TASK BRIEF: Write only the number of lines in the entries below that contain the word "middle".

PROVIDED DATA below:

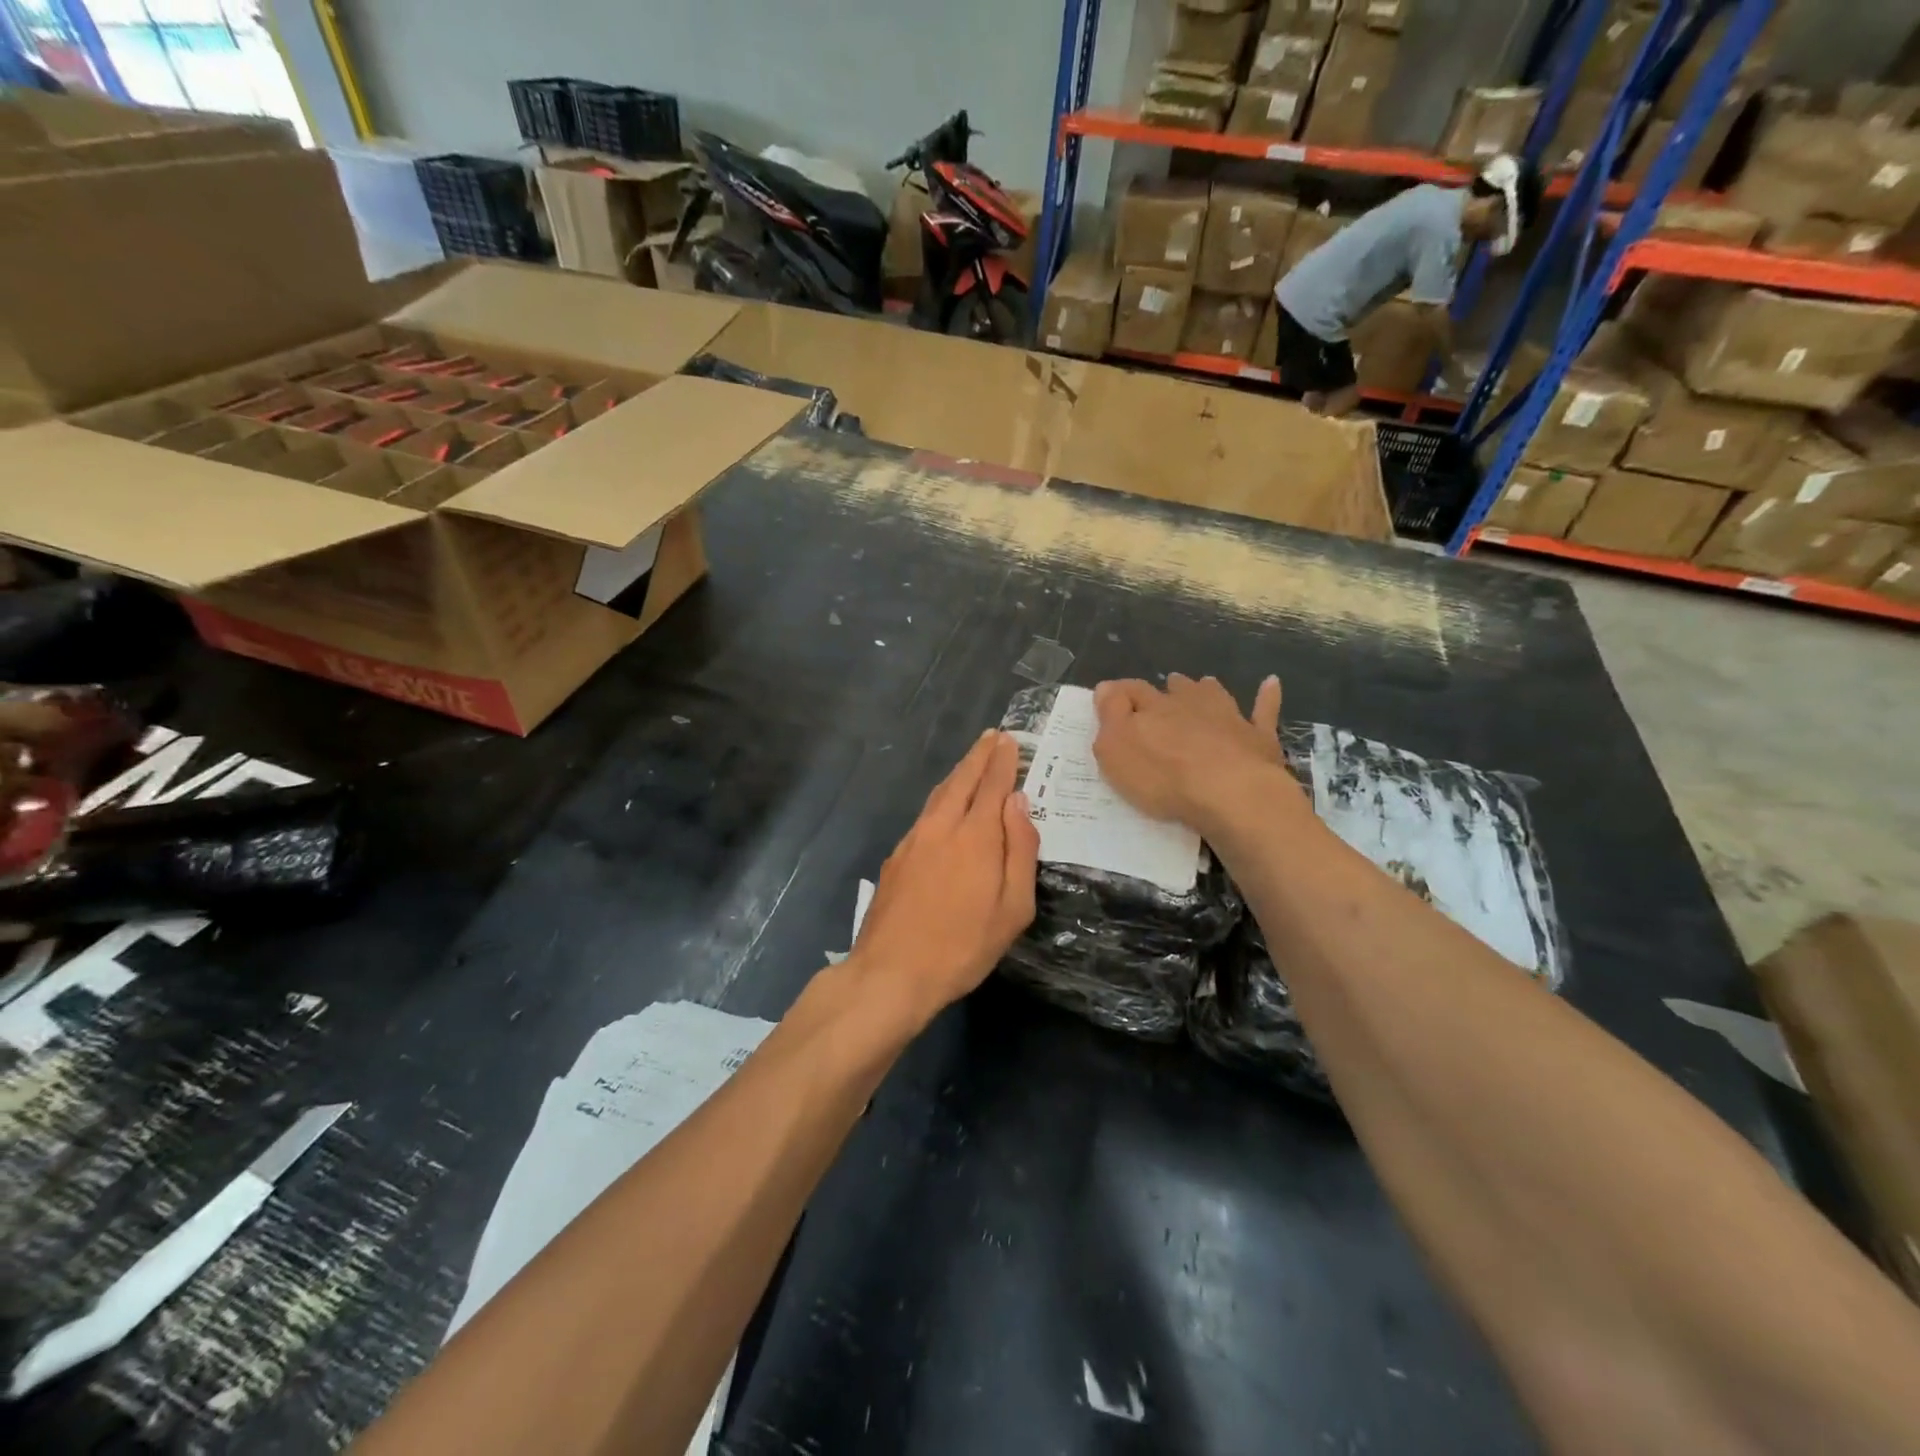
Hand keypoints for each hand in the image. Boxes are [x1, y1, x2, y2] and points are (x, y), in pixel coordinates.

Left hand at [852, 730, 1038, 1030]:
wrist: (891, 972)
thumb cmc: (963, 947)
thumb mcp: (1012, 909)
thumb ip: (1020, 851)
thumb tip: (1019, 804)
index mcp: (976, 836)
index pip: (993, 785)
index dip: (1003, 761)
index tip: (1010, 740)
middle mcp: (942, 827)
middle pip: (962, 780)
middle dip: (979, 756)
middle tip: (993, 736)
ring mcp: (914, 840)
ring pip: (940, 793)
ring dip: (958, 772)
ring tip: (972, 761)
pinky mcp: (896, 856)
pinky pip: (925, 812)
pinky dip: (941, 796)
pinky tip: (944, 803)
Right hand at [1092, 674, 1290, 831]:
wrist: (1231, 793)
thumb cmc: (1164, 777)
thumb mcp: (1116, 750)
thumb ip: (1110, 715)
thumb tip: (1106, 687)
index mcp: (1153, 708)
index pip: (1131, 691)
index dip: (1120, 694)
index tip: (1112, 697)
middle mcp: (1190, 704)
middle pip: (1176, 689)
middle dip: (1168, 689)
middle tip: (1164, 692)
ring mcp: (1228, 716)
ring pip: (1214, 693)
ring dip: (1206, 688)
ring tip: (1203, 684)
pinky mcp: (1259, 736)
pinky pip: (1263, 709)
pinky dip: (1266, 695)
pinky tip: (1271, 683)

End of PROVIDED DATA.

WRITTEN ANSWER: 8